研究課題
基盤研究(C)
腫瘍幹細胞マーカーであるDCLK1は2種類のアイソフォームを有するタンパクであり、悪性胸膜中皮腫細胞株におけるDCLK1アイソフォームの発現パターンは細胞株によって異なっている。一方で正常中皮細胞株ではDCLK1の発現を認めなかった。そこで、悪性胸膜中皮腫細胞においてDCLK1を阻害することが及ぼす影響をアイソフォーム選択的に検討した。
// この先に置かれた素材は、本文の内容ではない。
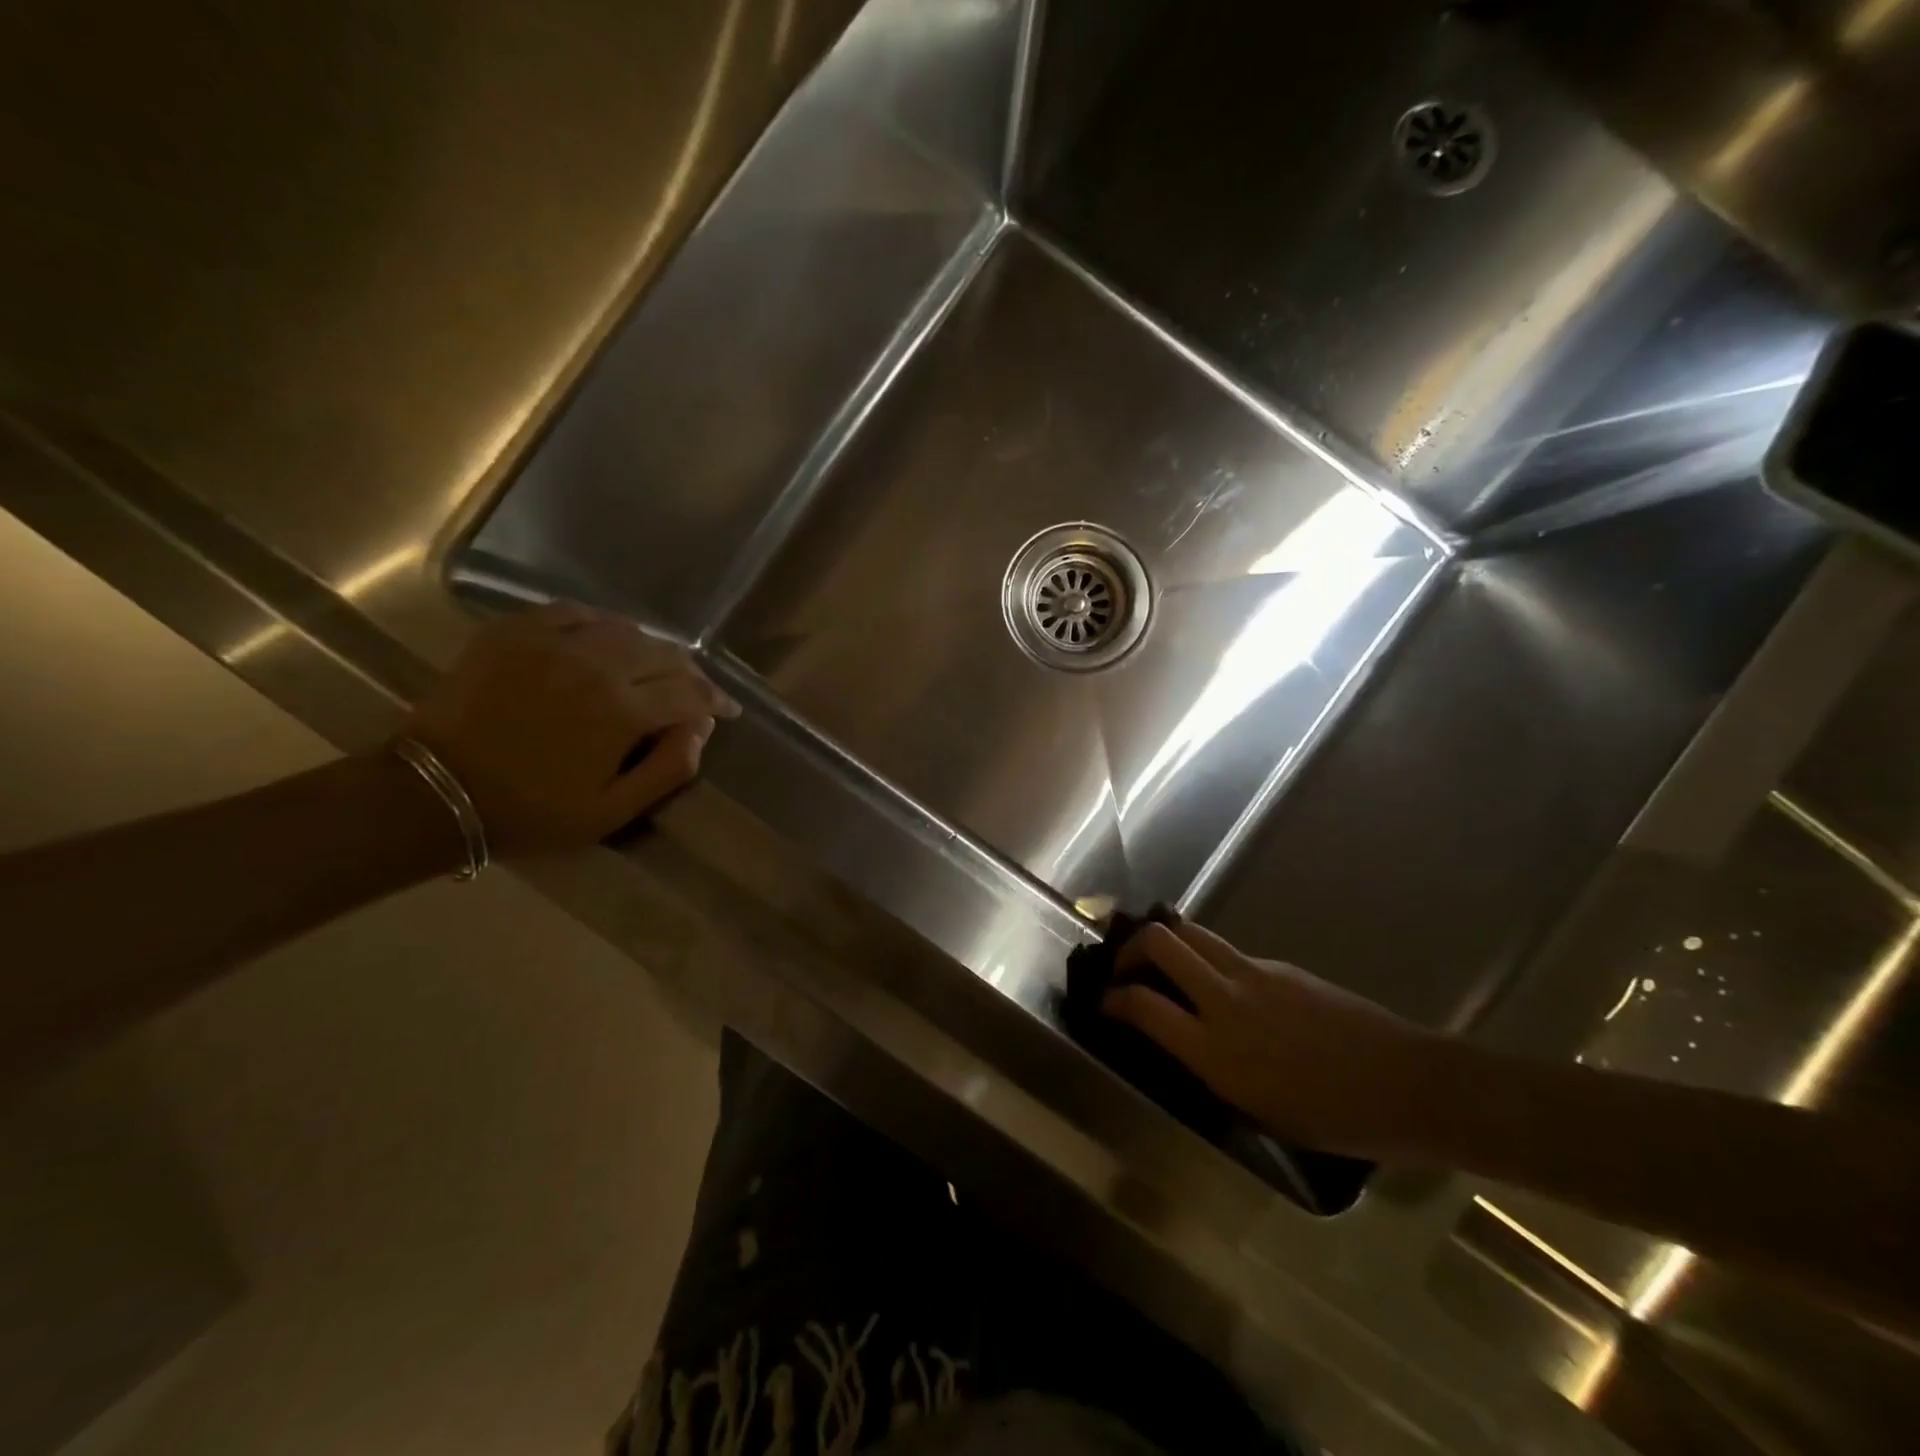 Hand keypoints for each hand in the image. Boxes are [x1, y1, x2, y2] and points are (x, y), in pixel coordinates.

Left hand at [400, 602, 739, 855]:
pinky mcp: (515, 632)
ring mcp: (552, 642)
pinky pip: (575, 612)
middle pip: (665, 654)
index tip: (727, 711)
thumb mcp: (612, 811)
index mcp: (622, 712)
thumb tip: (701, 729)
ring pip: (625, 629)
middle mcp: (596, 666)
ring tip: (653, 668)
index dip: (717, 701)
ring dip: (650, 649)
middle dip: (690, 674)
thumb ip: (669, 769)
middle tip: (694, 692)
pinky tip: (603, 641)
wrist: (435, 791)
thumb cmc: (531, 810)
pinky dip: (601, 625)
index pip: (691, 693)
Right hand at [1103, 920, 1441, 1156]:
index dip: (1113, 998)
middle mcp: (1227, 1001)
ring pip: (1191, 932)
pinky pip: (1228, 951)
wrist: (1406, 1085)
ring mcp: (1255, 974)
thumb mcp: (1256, 1109)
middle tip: (1127, 968)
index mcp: (1217, 1052)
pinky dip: (1207, 959)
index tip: (1105, 1002)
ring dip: (1165, 941)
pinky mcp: (1279, 966)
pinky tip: (1221, 987)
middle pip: (1160, 942)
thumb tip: (1181, 1037)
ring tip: (1161, 962)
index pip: (1142, 1005)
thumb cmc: (1333, 1119)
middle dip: (1131, 947)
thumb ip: (1210, 1066) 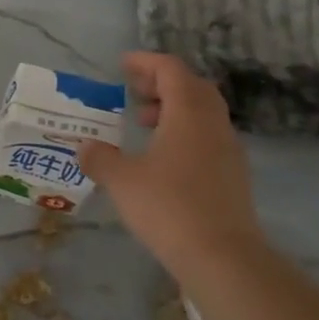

アイソフォーム選択的にsiRNAをデザインしDCLK1を阻害すると、アイソフォームを選択的に阻害したよりもアイソフォームを同時に阻害することで細胞増殖抑制効果が認められることを明らかにした。
呼吸器外科
悪性硬膜中皮腫は極めて予後不良な疾患である。既存の治療法は満足できるものではないため、新規治療法の開発が期待されている。腫瘍幹細胞マーカーであるDCLK1は悪性硬膜中皮腫細胞ではアイソフォームの発現パターンは異なるものの発現が認められる一方、正常中皮細胞株ではDCLK1の発現を認めなかったため、腫瘍選択的な治療を確立できる可能性がある。悪性胸膜中皮腫は今後も患者が増えることが予想されているため、新規治療法の開発に繋がる知見は社会的にも意義があると思われる。